RECORDED INFORMATION -
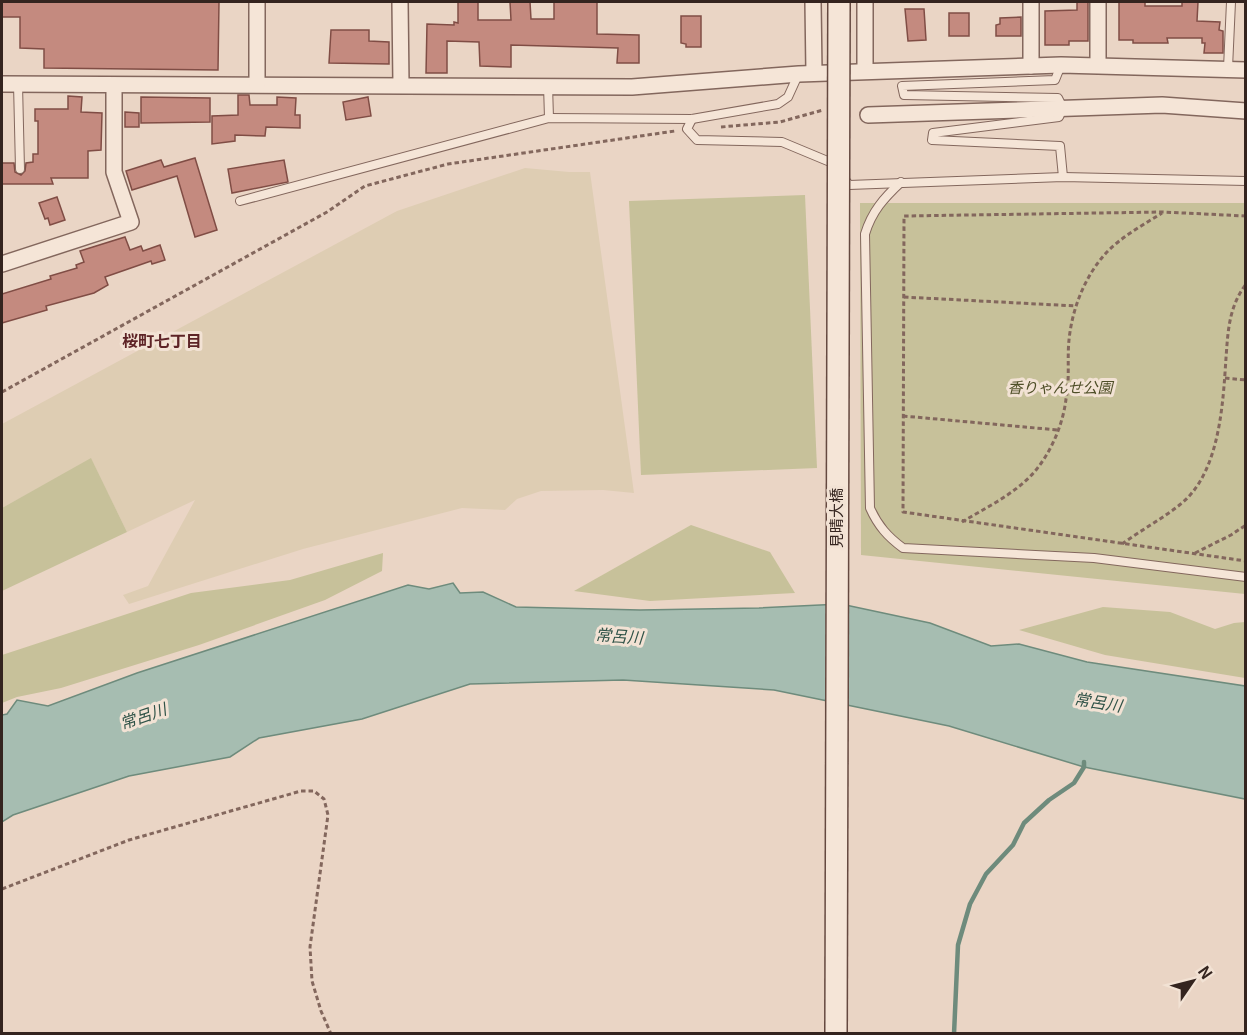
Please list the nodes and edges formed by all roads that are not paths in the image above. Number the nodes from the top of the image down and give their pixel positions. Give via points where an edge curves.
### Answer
1 (257, 2) edge
2 (400, 2) edge
3 (813, 2) edge
4 (839, 2) edge
5 (865, 2) edge
6 (1031, 2) edge
7 (1098, 2) edge
8 (1231, 2) edge
9 (1098, 64) junction
10 (1061, 65) junction
11 (1031, 66) junction
12 (1228, 68) junction
13 (1245, 70) edge
14 (866, 71) junction
15 (806, 73) junction
16 (2, 84) edge
17 (18, 84) junction
18 (257, 84) junction
19 (114, 85) junction
20 (401, 85) junction
21 (548, 85) junction
22 (1063, 108) junction
23 (1245, 111) edge
24 (868, 115) dead end
25 (549, 118) junction
26 (692, 118) junction
27 (20, 169) dead end
28 (1063, 177) junction
29 (1245, 181) edge
30 (901, 182) junction
31 (240, 201) dead end
32 (2, 264) edge
33 (1245, 577) edge
34 (836, 1034) edge

1 - 18 street
2 - 20 street
3 - 15 street
4 - 34 main road, 見晴大橋, bridge
5 - 14 street
6 - 11 street
7 - 9 street
8 - 12 lane
9 - 10 street
9 - 12 street
10 - 11 street
10 - 22 lane via 1055,80 902,86 904,94 1058,98
11 - 14 street
12 - 13 street
14 - 15 street
15 - 21 street via 632,87
15 - 26 lane via 778,104
16 - 17 street
17 - 19 street
17 - 27 lane
18 - 19 street
18 - 20 street
19 - 32 street via 114,172 131,222
20 - 21 street
21 - 25 lane
22 - 23 street via 1162,105
22 - 24 street
22 - 28 lane via 1059,117 933,133 932,140 1060,146
25 - 26 lane
25 - 31 lane
26 - 30 lane via 687,129 698,140 782,142 830,162 849,185
28 - 29 lane
28 - 30 lane
30 - 33 lane via 871,216 865,234 870,508 887,536 903,548 1094,558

YOUR GOAL - Examine the records and report how many lines contain the string "lane". Only the number should be given.

RESPONSE BOX - 12